Beweegt daar iets?
Frankrijk, Jura, 1982. Een kleine ”Camping municipal” aan een meer. Zo’n camping waar je bij aankomst (althans, in die tijd) zelf een plekje zoekt. Geen receptie, maar een medewerkster van de gemeente die ’s morgens langskomt om de financiële zaken af te handelen.
Het is goed toeven daar. ’s Ochtends buiten ontbijten met een vers stokbrood. De omgeving verkennen en zwemmen in het meertje. Zelfs een kampvuurtje stoken mag. Kortom, een gevoel van vrijheid. Daarmee is echter niet alles gezegd.
Naast de caravan hebben mijn zus en ik ons slaaptentje opgezet. Als ik op een vroege morgen wakker word, slaat de schrik me enigszins om het hart.
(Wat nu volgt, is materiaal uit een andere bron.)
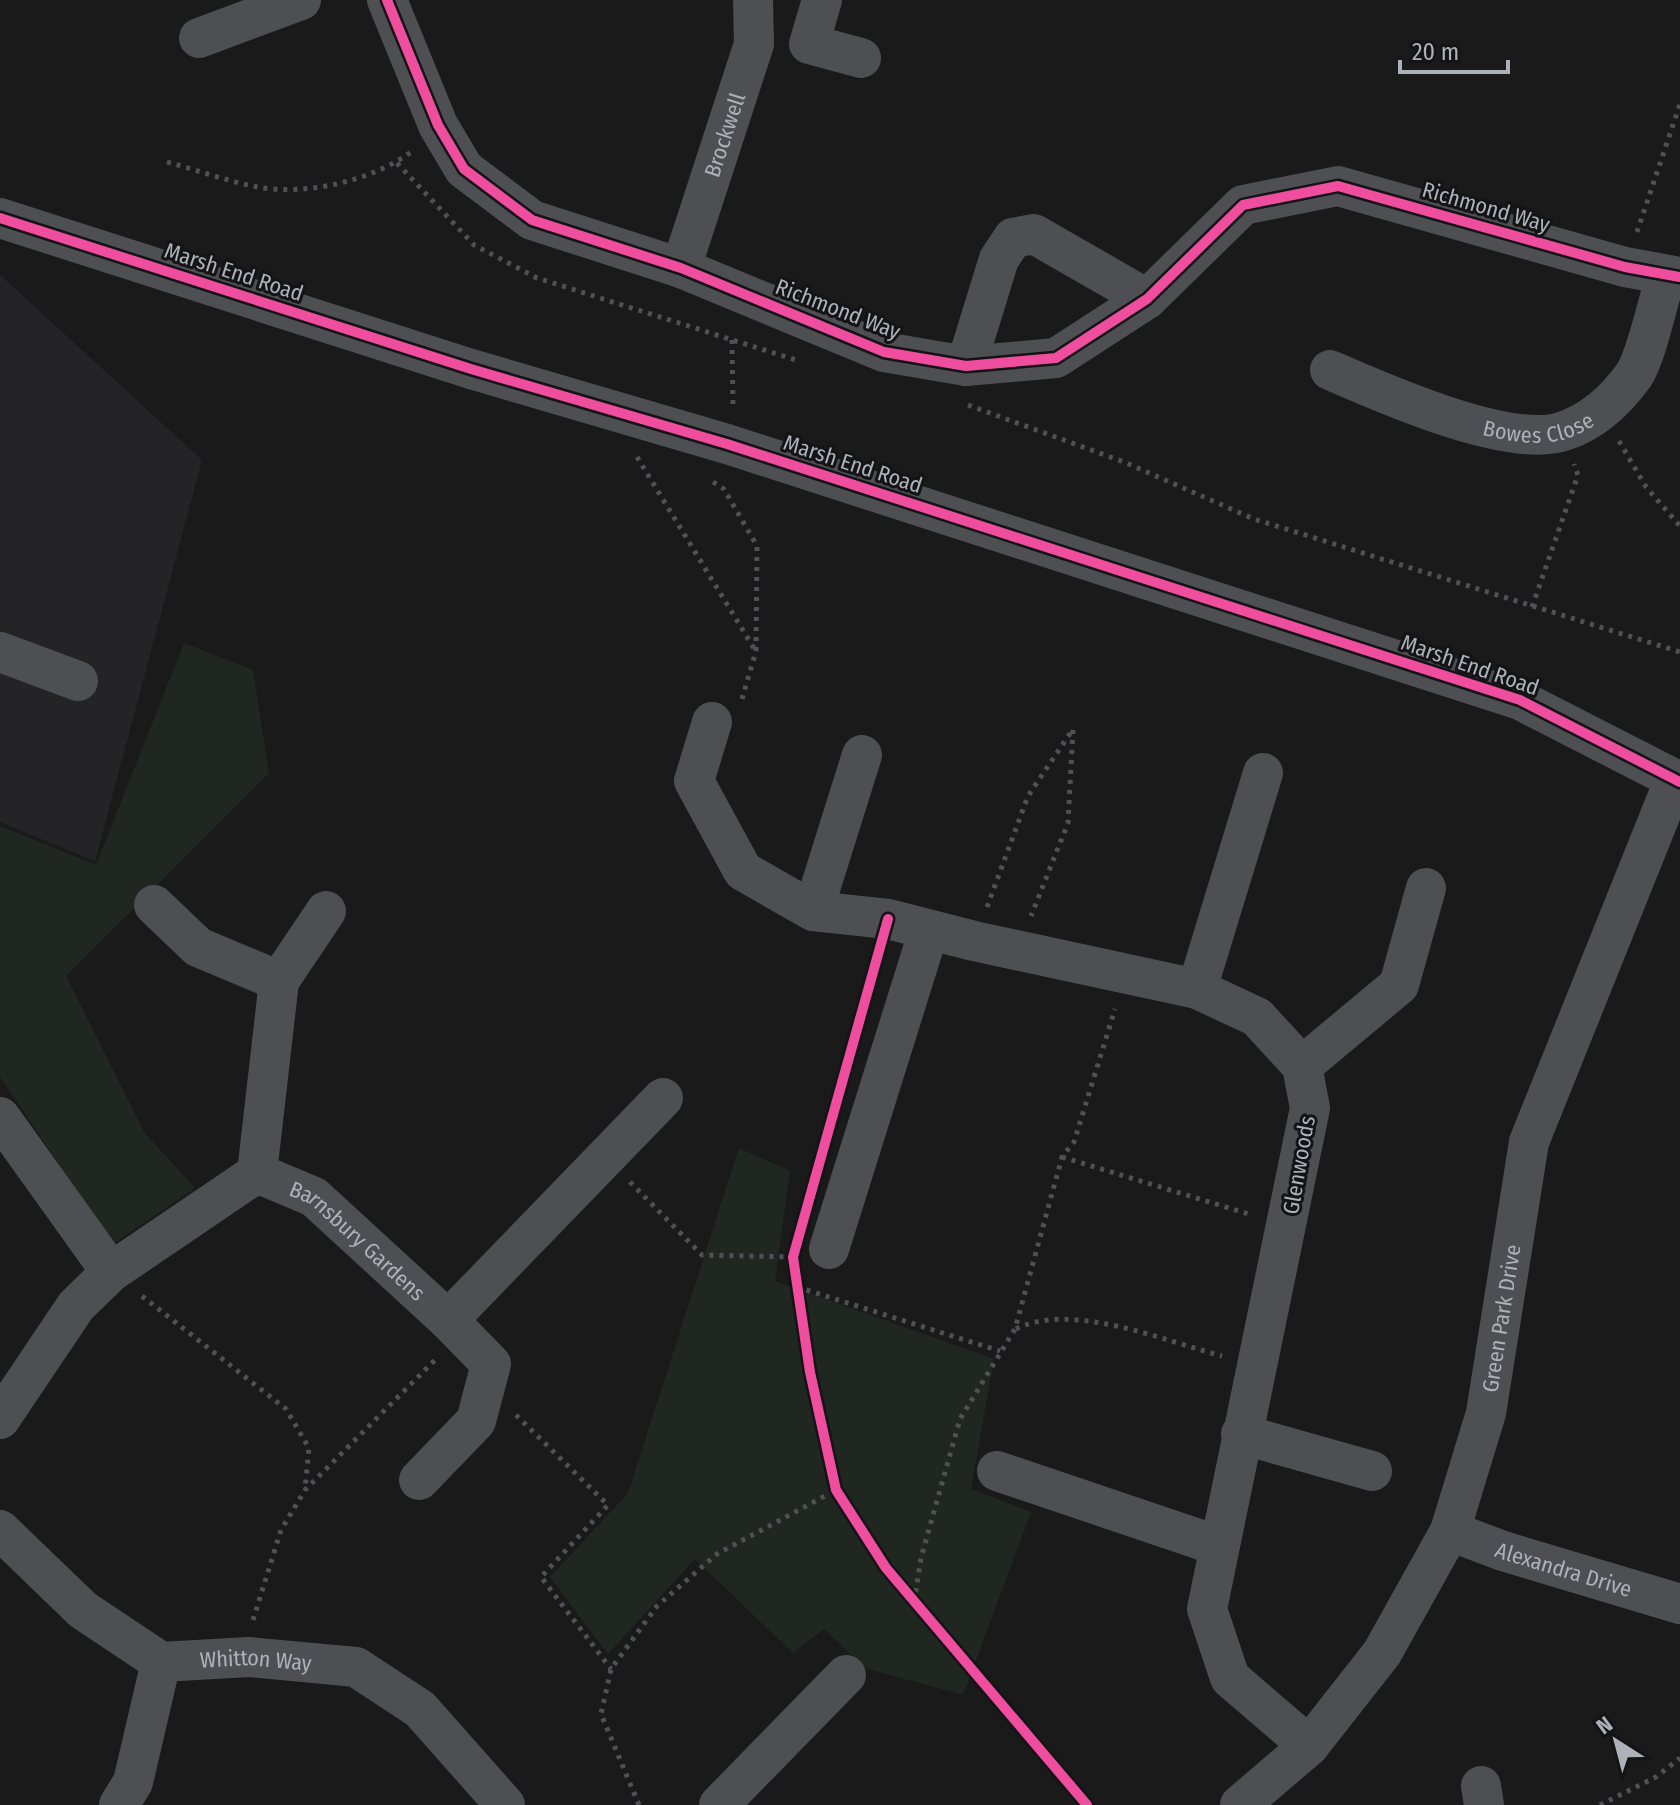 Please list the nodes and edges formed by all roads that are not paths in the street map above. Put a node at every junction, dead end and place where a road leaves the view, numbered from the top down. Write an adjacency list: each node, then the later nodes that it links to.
1 (301, 0): 5 (street)
2 (387, 0): 8 (street, Richmond Way)
3 (753, 0): 8 (street, Brockwell)
4 (822, 0): 6 (street)
5 (199, 38)
6 (861, 58)
7 (0, 218): 18 (street, Marsh End Road)
8 (681, 268): 12 (street, Richmond Way)
9 (1673, 276): 10 (street, Richmond Way); 11 (street, Bowes Close)
10 (1147, 299): 12 (street, Richmond Way); 12 (street)
11 (1330, 370)
12 (960, 383)
13 (0, 652): 14 (street)
14 (78, 681)
15 (712, 722): 22 (street)
16 (862, 755): 22 (street)
17 (1263, 773): 25 (street)
18 (1677, 781): 39 (street, Green Park Drive)
19 (1426, 888): 26 (street)
20 (154, 905): 24 (street)
21 (326, 911): 24 (street)
22 (813, 911): 23 (street)
23 (929, 930): 25 (street); 30 (street)
24 (279, 981): 29 (street)
25 (1197, 989): 26 (street)
26 (1302, 1066): 34 (street, Glenwoods)
27 (663, 1098): 32 (street)
28 (0, 1117): 31 (street)
29 (257, 1173): 31 (street); 32 (street, Barnsbury Gardens)
30 (806, 1250)
31 (111, 1272): 33 (street)
32 (454, 1327): 37 (street, Barnsbury Gardens)
33 (0, 1419)
34 (1241, 1434): 36 (street); 40 (street, Glenwoods)
35 (997, 1471): 40 (street)
36 (1372, 1471)
37 (419, 1480)
38 (0, 1530): 42 (street)
39 (1450, 1531): 41 (street, Alexandra Drive); 44 (street, Green Park Drive)
40 (1219, 1546): 44 (street, Glenwoods)
41 (1680, 1604)
42 (161, 1662): 45 (street); 46 (street, Whitton Way)
43 (846, 1675): 47 (street)
44 (1309, 1746): 48 (street, Green Park Drive)
45 (119, 1805)
46 (505, 1805)
47 (719, 1805)
48 (1240, 1805) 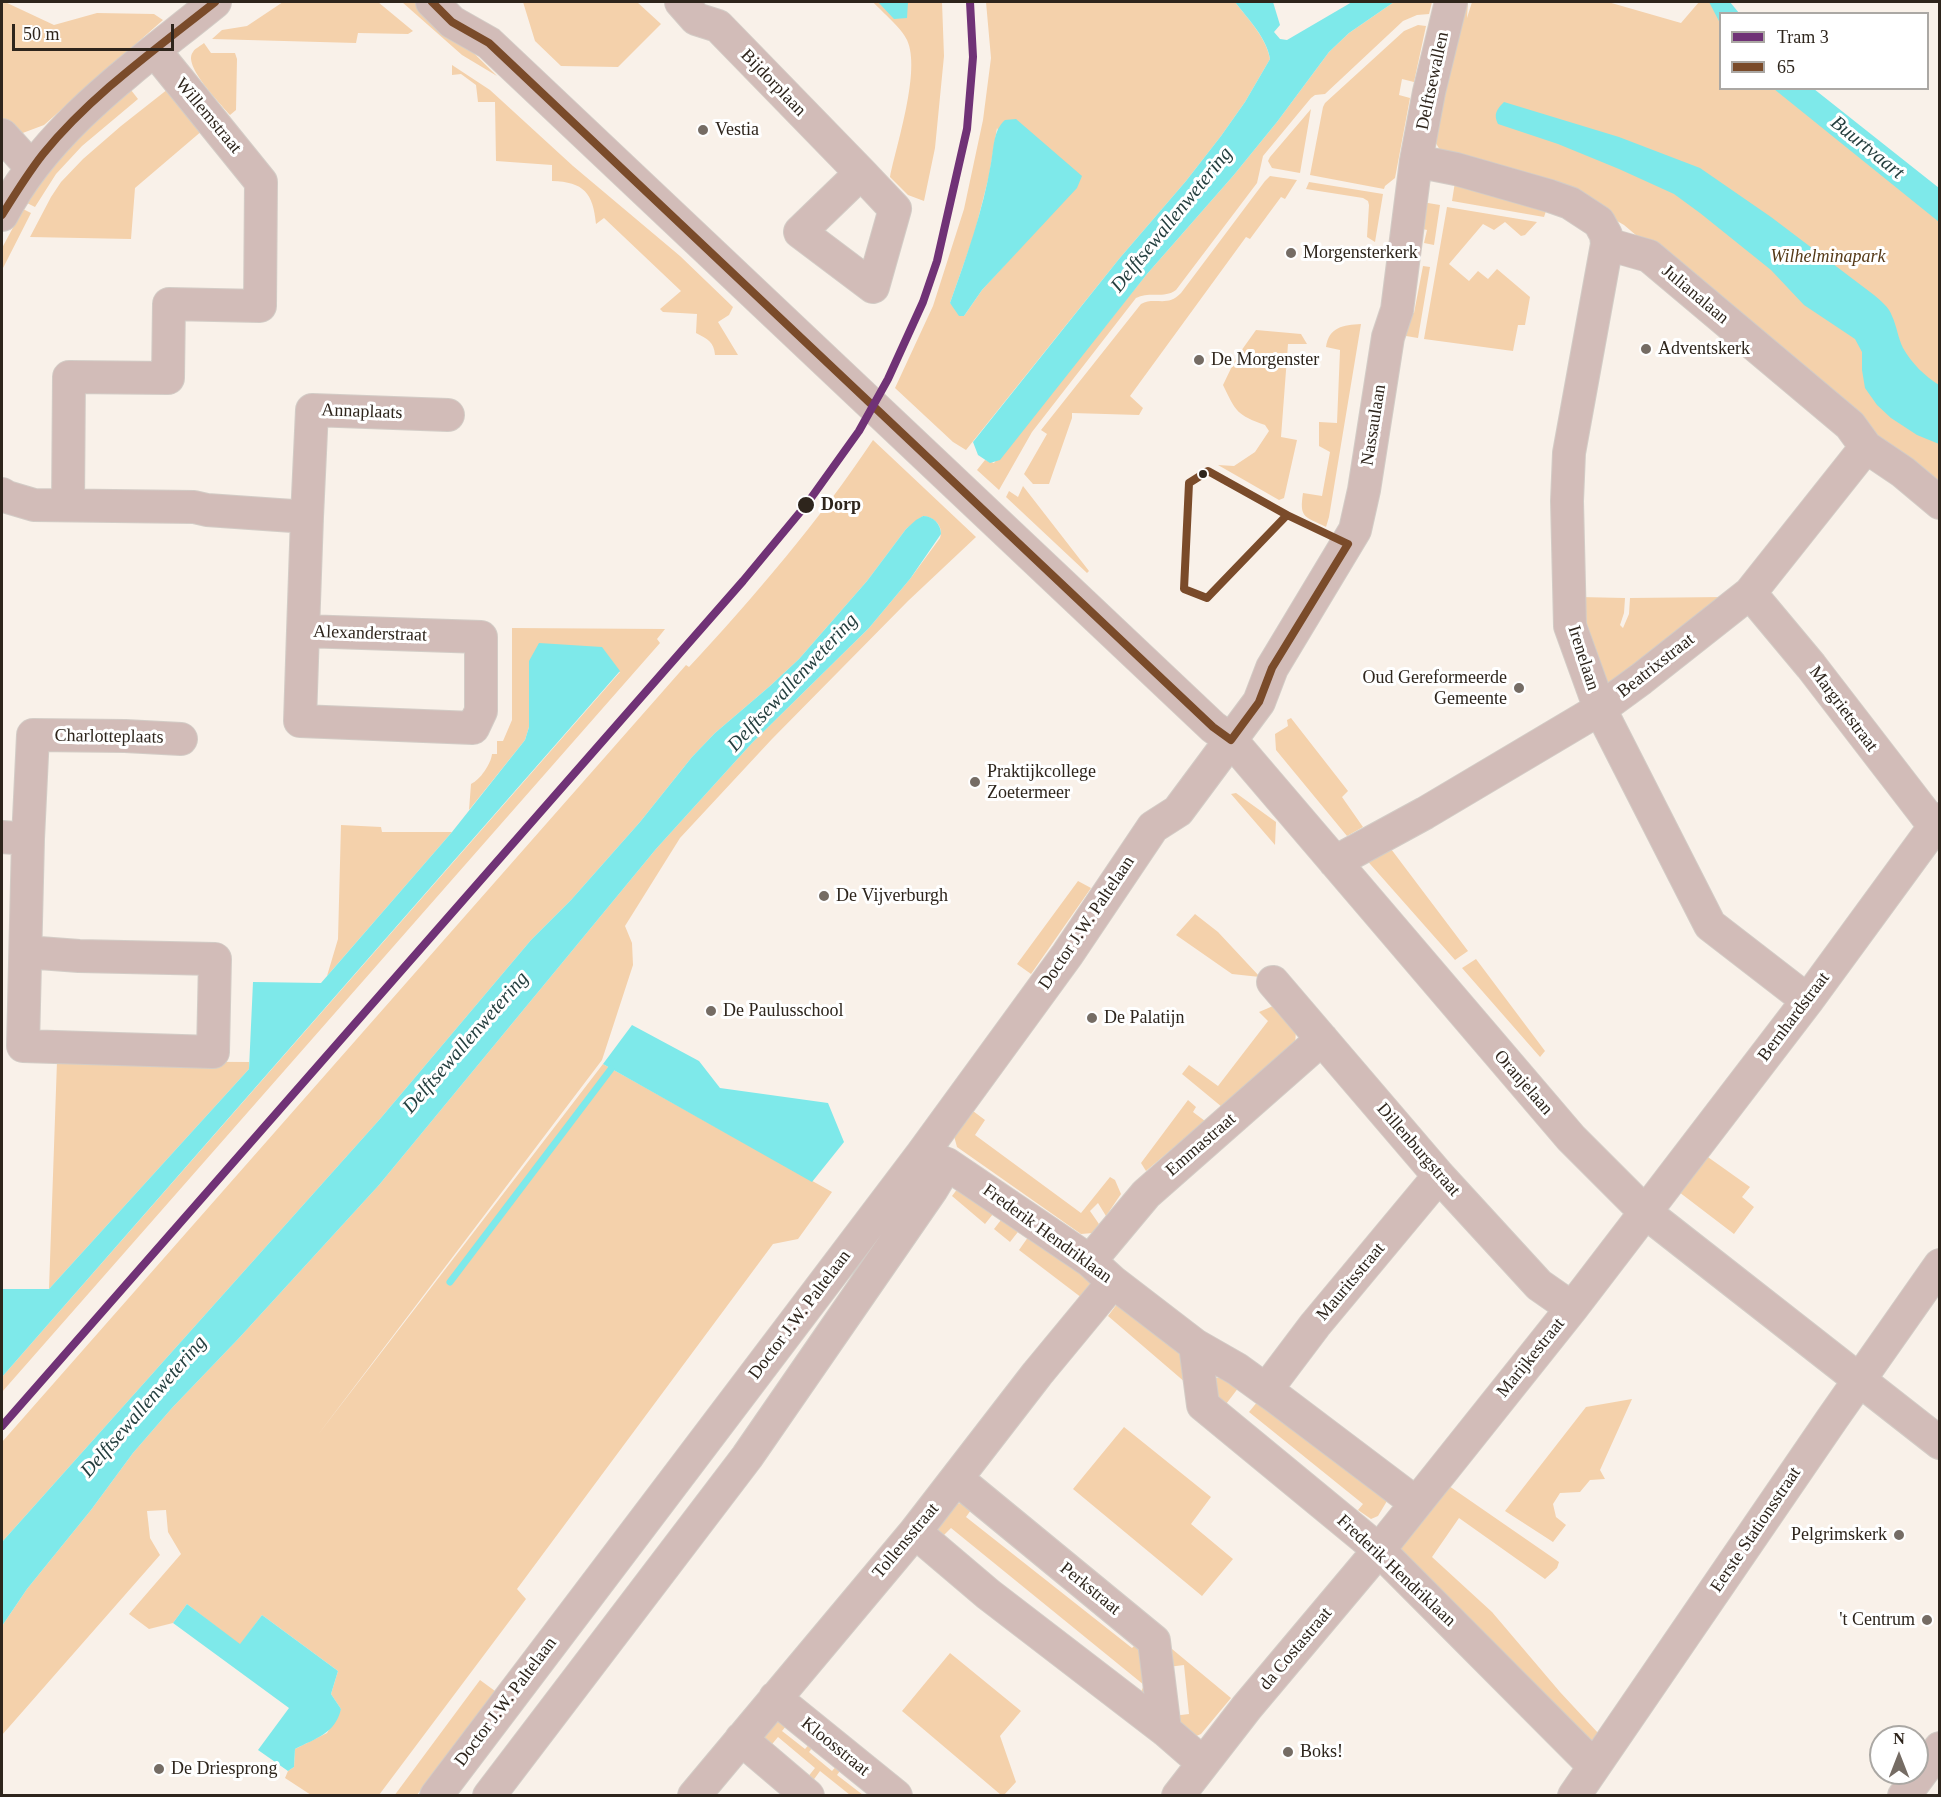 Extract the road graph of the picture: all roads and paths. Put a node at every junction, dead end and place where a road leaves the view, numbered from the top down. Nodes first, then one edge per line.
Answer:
1 (215, 2) edge
2 (432, 2) edge
3 (463, 2) edge
4 (681, 2) edge
5 (1451, 2) edge
6 (489, 43) junction
7 (155, 51) junction
8 (2, 135) edge
9 (1416, 161) junction
10 (31, 167) junction
11 (861, 173) dead end
12 (2, 215) edge
13 (1607, 244) junction
14 (448, 415) dead end
15 (1866, 447) junction
16 (3, 497) edge
17 (1940, 503) edge
18 (68, 505) junction
19 (307, 517) junction
20 (1750, 593) junction
21 (303, 631) junction
22 (1600, 709) junction
23 (1222, 734) junction
24 (181, 739) dead end
25 (1937, 823) edge
26 (15, 838) edge
27 (1335, 862) junction
28 (26, 952) junction
29 (1273, 982) dead end
30 (1807, 1000) junction
31 (1322, 1039) junction
32 (935, 1159) junction
33 (1439, 1176) junction
34 (1645, 1212) junction
35 (1090, 1261) junction
36 (1940, 1265) edge
37 (1113, 1282) junction
38 (1572, 1308) junction
39 (1195, 1345) junction
40 (1858, 1380) junction
41 (1266, 1390) junction
42 (1940, 1443) edge
43 (957, 1479) junction
44 (1416, 1503) junction
45 (915, 1532) junction
46 (1379, 1550) junction
47 (775, 1698) junction
48 (1165, 1730) junction
49 (741, 1739) junction
50 (1940, 1748) edge
51 (1203, 1763) junction
52 (1594, 1766) junction
53 (440, 1794) edge
54 (489, 1796) edge
55 (694, 1796) edge
56 (808, 1796) edge
57 (896, 1796) edge
58 (1178, 1796) edge
59 (1574, 1796) edge
60 (1904, 1796) edge

1 - 7 street
2 - 6 street
3 - 6 street
4 - 11 street, Bijdorplaan
5 - 9 street, Delftsewallen
6 - 23 street, Oranjelaan
7 - 10 street
7 - 18 street, Willemstraat
8 - 10 street
9 - 13 street
9 - 23 street, Nassaulaan
10 - 12 street
13 - 15 street, Julianalaan
13 - 22 street, Irenelaan
14 - 19 street, Annaplaats
15 - 17 street, Julianalaan
15 - 20 street, Beatrixstraat
16 - 18 street
18 - 19 street
19 - 21 street, Alexanderstraat
20 - 22 street, Beatrixstraat
20 - 25 street, Margrietstraat
21 - 21 street, Alexanderstraat
22 - 27 street, Beatrixstraat
22 - 30 street, Irenelaan
23 - 27 street, Oranjelaan
23 - 32 street, Doctor J.W. Paltelaan
24 - 26 street, Charlotteplaats
25 - 30 street, Bernhardstraat
26 - 28 street
27 - 34 street, Oranjelaan
28 - 28 street
29 - 31 street, Dillenburgstraat
30 - 34 street, Bernhardstraat
31 - 33 street, Dillenburgstraat
31 - 35 street, Emmastraat
32 - 35 street, Frederik Hendriklaan
32 - 53 street, Doctor J.W. Paltelaan
32 - 54 street, Doctor J.W. Paltelaan
33 - 38 street, Dillenburgstraat
33 - 41 street, Mauritsstraat
34 - 38 street, Marijkestraat
34 - 40 street, Oranjelaan
35 - 37 street, Frederik Hendriklaan
36 - 40 street, Eerste Stationsstraat
37 - 39 street, Frederik Hendriklaan
37 - 43 street, Tollensstraat
38 - 44 street, Marijkestraat
39 - 41 street, Frederik Hendriklaan
39 - 46 street, Frederik Hendriklaan
40 - 42 street, Oranjelaan
40 - 52 street, Eerste Stationsstraat
41 - 44 street, Frederik Hendriklaan
43 - 45 street, Tollensstraat
43 - 48 street, Perkstraat
44 - 46 street, da Costastraat
45 - 47 street, Tollensstraat
45 - 48 street
46 - 51 street, da Costastraat
46 - 52 street, Frederik Hendriklaan
47 - 49 street, Tollensstraat
47 - 57 street, Kloosstraat
48 - 51 street
49 - 55 street, Tollensstraat
49 - 56 street
50 - 60 street
51 - 58 street, da Costastraat
52 - 59 street, Eerste Stationsstraat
Het lijkt wel alsof ik iets voel onder mijn schuimrubber matrasje. Of toch niet? Ja, ik weet het zeker. En die schoenen daar bij de ingang? Bewegen ze nu echt of verbeeld ik me dat? En dat vest? Ja, het gaat beslist een beetje op en neer. Ik sein mijn zus in over deze verschijnselen. Zij voelt zelf niets, maar ik houd vol dat er wel iets aan de hand is. We inspecteren de hele tent. Ongewenste gasten of andere bijzondere zaken komen we daarbij niet tegen. Dat is echter niet voldoende om mij gerust te stellen, temeer omdat we af en toe een doordringend gepiep horen.
Het lijdt geen twijfel wat onze volgende stap moet zijn. „Voordat wij iets anders doen, verplaatsen we eerst de tent”, deel ik tijdens het ontbijt mee. Zo gezegd, zo gedaan. We kunnen onze ogen niet geloven als we het grondzeil optillen. Woelmuizen hebben een compleet gangenstelsel gegraven. De afmetingen en de plaats daarvan komen nagenoeg overeen met de plek waar mijn matras gelegen heeft. Geen wonder dat mijn zus niets merkte… Echt lekker geslapen heb ik die vakantie niet meer.
Kamperen. Vrijheid, ruimte, buitenlucht. Jazeker, maar inmiddels heb ik ontdekt dat een appartement of hotel ook zo zijn voordelen heeft.